- _DESCRIPTION OF THE TASK_
Determine the number of lines in the listing that contain "dead". Write only that number.

======== DATA EXTRACT

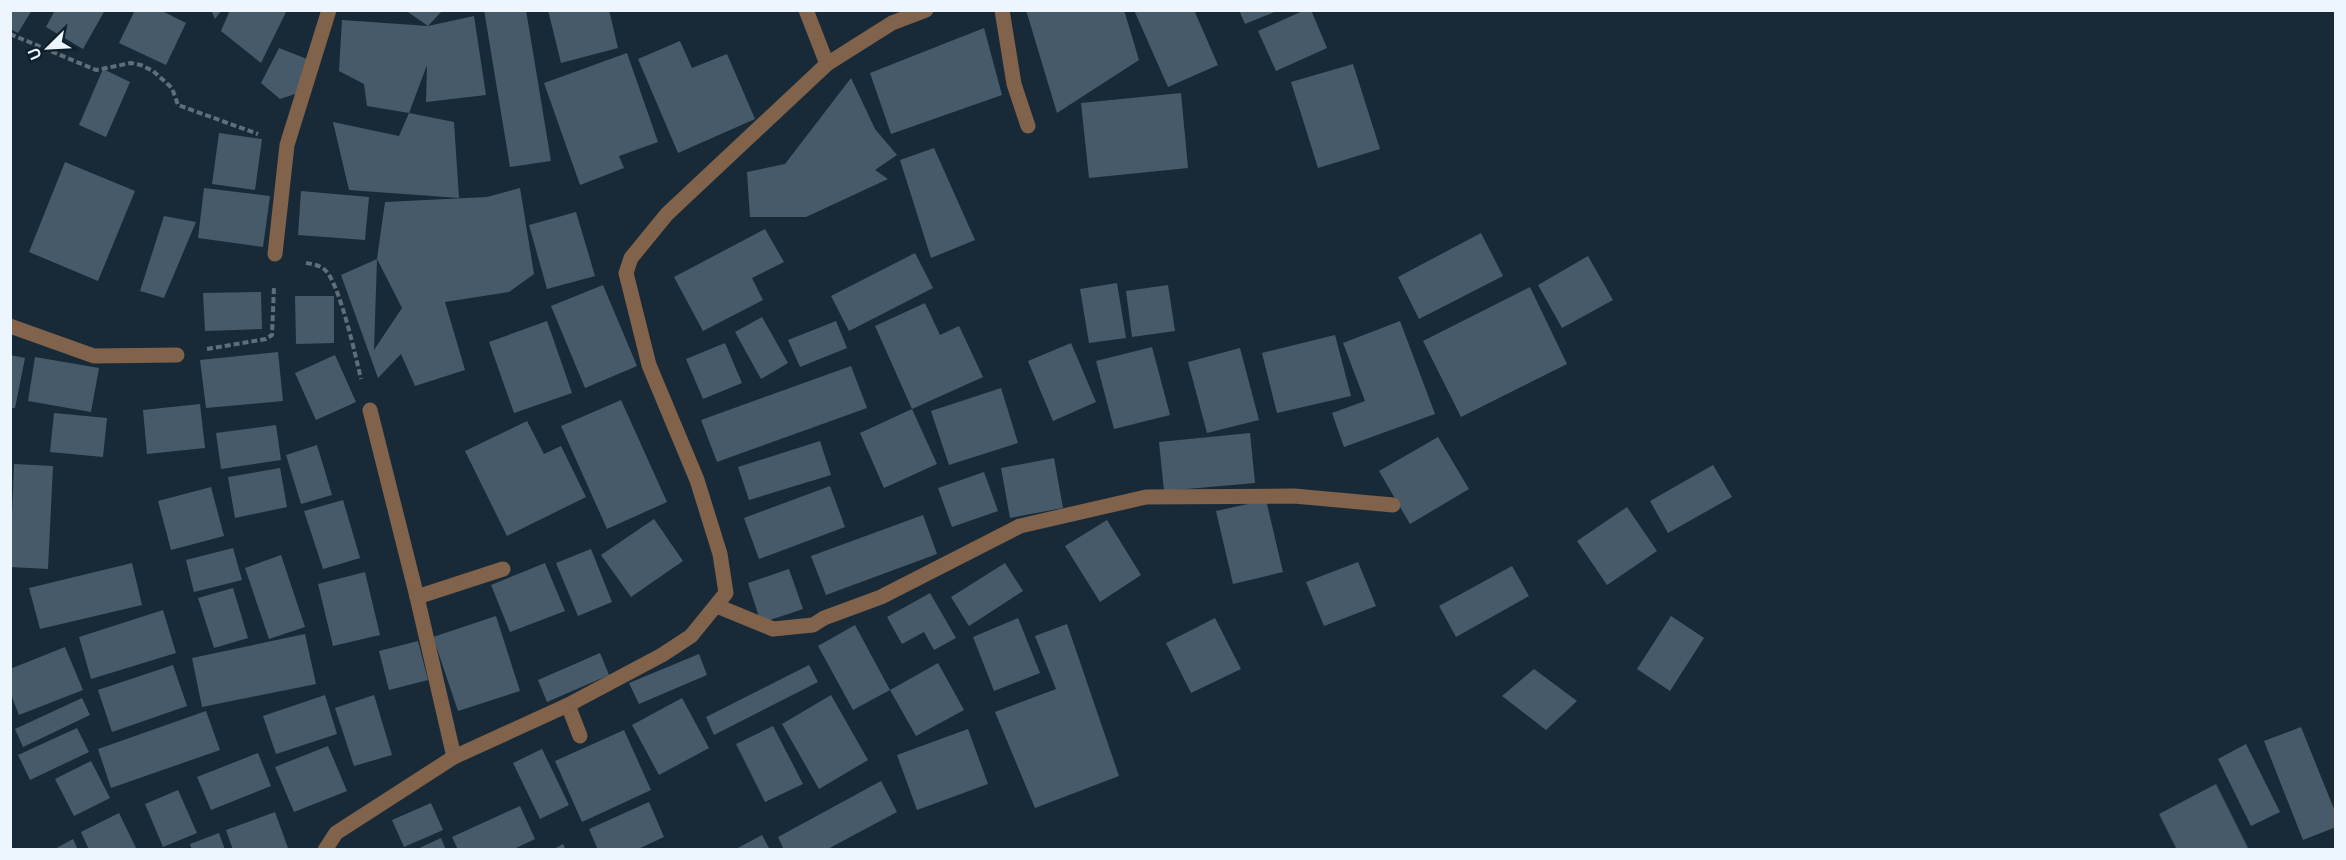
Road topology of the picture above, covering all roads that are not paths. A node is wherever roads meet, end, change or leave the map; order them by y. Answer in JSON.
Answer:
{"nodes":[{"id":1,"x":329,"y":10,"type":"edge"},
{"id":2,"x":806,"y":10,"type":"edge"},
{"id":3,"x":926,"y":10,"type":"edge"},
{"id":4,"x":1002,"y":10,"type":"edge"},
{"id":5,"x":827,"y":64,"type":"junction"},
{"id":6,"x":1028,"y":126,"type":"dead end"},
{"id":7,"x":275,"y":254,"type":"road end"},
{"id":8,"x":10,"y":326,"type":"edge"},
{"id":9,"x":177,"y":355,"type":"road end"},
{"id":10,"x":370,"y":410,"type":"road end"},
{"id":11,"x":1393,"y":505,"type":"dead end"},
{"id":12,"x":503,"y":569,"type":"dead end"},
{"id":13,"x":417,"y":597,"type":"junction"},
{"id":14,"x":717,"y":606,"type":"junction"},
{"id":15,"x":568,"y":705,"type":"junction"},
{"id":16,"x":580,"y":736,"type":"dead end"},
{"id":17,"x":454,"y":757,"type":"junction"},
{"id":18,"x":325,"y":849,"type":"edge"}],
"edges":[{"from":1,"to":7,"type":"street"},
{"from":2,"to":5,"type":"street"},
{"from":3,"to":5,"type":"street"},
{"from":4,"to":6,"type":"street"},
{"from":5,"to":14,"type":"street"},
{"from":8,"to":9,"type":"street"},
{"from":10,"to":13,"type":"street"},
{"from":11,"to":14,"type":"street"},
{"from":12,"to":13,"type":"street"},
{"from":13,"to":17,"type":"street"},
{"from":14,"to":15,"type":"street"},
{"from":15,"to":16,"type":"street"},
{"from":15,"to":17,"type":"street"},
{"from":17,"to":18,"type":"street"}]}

================

- _OUTPUT FOR THIS EXERCISE_
4